| Problem description |
The answer consists solely of the data below, reproduced exactly.

-------- Dataset content

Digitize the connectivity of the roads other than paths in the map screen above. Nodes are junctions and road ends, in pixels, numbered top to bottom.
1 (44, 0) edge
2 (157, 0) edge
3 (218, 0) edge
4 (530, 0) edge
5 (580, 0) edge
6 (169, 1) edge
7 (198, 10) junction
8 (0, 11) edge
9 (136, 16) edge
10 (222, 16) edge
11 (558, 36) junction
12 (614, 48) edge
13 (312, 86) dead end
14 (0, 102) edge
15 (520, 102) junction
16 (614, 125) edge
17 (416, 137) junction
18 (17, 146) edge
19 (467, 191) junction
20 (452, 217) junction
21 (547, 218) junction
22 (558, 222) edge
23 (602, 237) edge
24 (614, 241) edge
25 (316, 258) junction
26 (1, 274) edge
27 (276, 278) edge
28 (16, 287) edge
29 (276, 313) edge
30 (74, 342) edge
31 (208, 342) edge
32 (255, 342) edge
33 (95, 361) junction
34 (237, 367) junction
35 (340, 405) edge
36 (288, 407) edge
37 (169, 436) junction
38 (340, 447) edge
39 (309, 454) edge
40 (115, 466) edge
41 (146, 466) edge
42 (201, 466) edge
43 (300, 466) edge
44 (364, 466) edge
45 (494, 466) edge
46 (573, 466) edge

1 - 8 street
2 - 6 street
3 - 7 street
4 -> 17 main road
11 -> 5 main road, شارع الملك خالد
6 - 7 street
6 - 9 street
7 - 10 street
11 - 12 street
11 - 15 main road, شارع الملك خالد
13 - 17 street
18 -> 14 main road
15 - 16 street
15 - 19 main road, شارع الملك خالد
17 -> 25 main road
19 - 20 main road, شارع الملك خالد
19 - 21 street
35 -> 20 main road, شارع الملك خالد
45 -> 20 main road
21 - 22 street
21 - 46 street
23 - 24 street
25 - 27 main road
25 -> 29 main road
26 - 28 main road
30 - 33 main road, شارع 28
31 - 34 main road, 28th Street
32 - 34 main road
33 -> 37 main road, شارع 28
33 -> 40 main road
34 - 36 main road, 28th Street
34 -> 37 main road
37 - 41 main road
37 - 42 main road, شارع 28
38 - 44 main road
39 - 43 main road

----------------

| Response to this task |
Digitize the connectivity of the roads other than paths in the map screen above. Nodes are junctions and road ends, in pixels, numbered top to bottom.
1 (44, 0) edge
2 (157, 0) edge
3 (218, 0) edge
4 (530, 0) edge
5 (580, 0) edge
6 (169, 1) edge
7 (198, 10) junction
8 (0, 11) edge
9 (136, 16) edge
10 (222, 16) edge
11 (558, 36) junction
12 (614, 48) edge
13 (312, 86) dead end
14 (0, 102) edge
15 (520, 102) junction
16 (614, 125) edge
17 (416, 137) junction
18 (17, 146) edge
19 (467, 191) junction
20 (452, 217) junction
21 (547, 218) junction
22 (558, 222) edge
23 (602, 237) edge
24 (614, 241) edge
25 (316, 258) junction
26 (1, 274) edge
27 (276, 278) edge
28 (16, 287) edge
29 (276, 313) edge
30 (74, 342) edge
31 (208, 342) edge
32 (255, 342) edge
33 (95, 361) junction
34 (237, 367) junction
35 (340, 405) edge
36 (288, 407) edge
37 (169, 436) junction
38 (340, 447) edge
39 (309, 454) edge
40 (115, 466) edge
41 (146, 466) edge
42 (201, 466) edge
43 (300, 466) edge
44 (364, 466) edge
45 (494, 466) edge
46 (573, 466) edge

1 - 8 street
2 - 6 street
3 - 7 street
4 -> 17 main road
11 -> 5 main road, شارع الملك خالد
6 - 7 street
6 - 9 street
7 - 10 street
11 - 12 street
11 - 15 main road, شارع الملك خالد
13 - 17 street
18 -> 14 main road
15 - 16 street
15 - 19 main road, شارع الملك خالد
17 -> 25 main road
19 - 20 main road, شارع الملك خالد
19 - 21 street
35 -> 20 main road, شارع الملك خالد
45 -> 20 main road
21 - 22 street
21 - 46 street
23 - 24 street
25 - 27 main road
25 -> 29 main road
26 - 28 main road
30 - 33 main road, شارع 28
31 - 34 main road, 28th Street
32 - 34 main road
33 -> 37 main road, شارع 28
33 -> 40 main road
34 - 36 main road, 28th Street
34 -> 37 main road
37 - 41 main road
37 - 42 main road, شارع 28
38 - 44 main road
39 - 43 main road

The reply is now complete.